Мы постарались воспользоваться благоприятным моментом и изо всех сил работали шестами, чтобы до возвращения наших врагов миновать крутые берега. Спустя часа два мы снова увидели их вдалеке, к югу от нас, причем число их значительно увеличилось. Они приближались во весь опор и вскоре были уже у реки; но теперь наша позиция была куда более выгодной, ибо берега были отлогими и на них не было деревьев, которые могли бы укрыть дикарей от наших выстрелов. Да и течение уже не было здесь столь сильным, и мы могли держаться середины реки. Индейцы, как видно, уезжали только затем, чтобы раздобыть переводчика, который появился на крупном сером коне и, заехав в реку, насколько было возможно, на ломаном французском языке предложил нам остановиться и сойти на берег. На это я, через одного из канадцев, ответил, что ради наших друзей сиу мы охотно остановились бы ненадолго и побеседовали, но не можем, ибо это неугодно нашему великому талисману (тут канадец указал на пушку), который очень спешит и которого мы боимся ослушаться.

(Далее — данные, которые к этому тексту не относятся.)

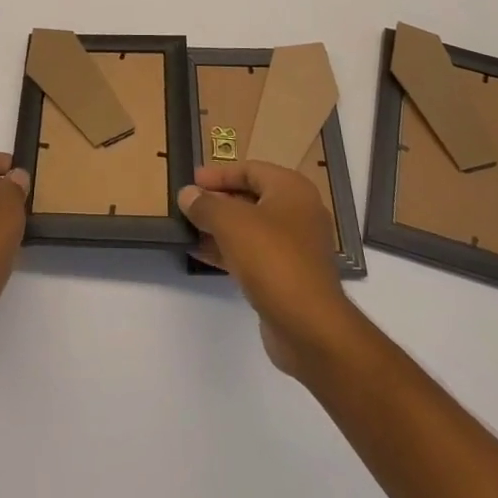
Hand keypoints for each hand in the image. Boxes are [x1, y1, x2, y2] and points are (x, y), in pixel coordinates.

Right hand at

После этого они снова начали взволнованно совещаться, сопровождая это усиленной жестикуляцией, и, видимо, не знали, что делать. Тем временем лодки стали на якорь в удобном месте, и я решил, если нужно, сразиться немедленно и постараться дать такой отпор разбойникам, чтобы внушить им на будущее спасительный страх. Я считал, что сохранить с сиу дружественные отношения было почти невозможно, ибо в душе они оставались нашими врагами, и только убеждение в нашем мужестве могло удерживать их от грабежа и убийств. Согласиться на их требование сойти на берег и, быть может, даже купить себе, с помощью даров и уступок, временную безопасность, было бы всего только полумерой, а не решительным пресечением зла. Рано или поздно они наверняка захотели бы насладиться местью, и если сейчас и отпустили бы нас, то могли напасть потом, когда преимущество было бы на их стороне и тогда мы едва сумели бы отбить нападение, а не то что внушить им страх. В нашей теперешней позиции мы могли дать им урок, который запомнится, а такого случая может больше не быть. Поддержанный в своем мнении всеми, за исключением канадцев, я решил держаться дерзко и не избегать столкновения, а скорее вызвать его. Это было самым правильным. У дикарей, видимо, не было огнестрельного оружия, не считая старого карабина одного из вождей; а их стрелы не могли бить метко с того расстояния, какое нас разделяло. Что касается их численности, она нас не слишком заботила. Все они находились сейчас под прицелом нашей пушки.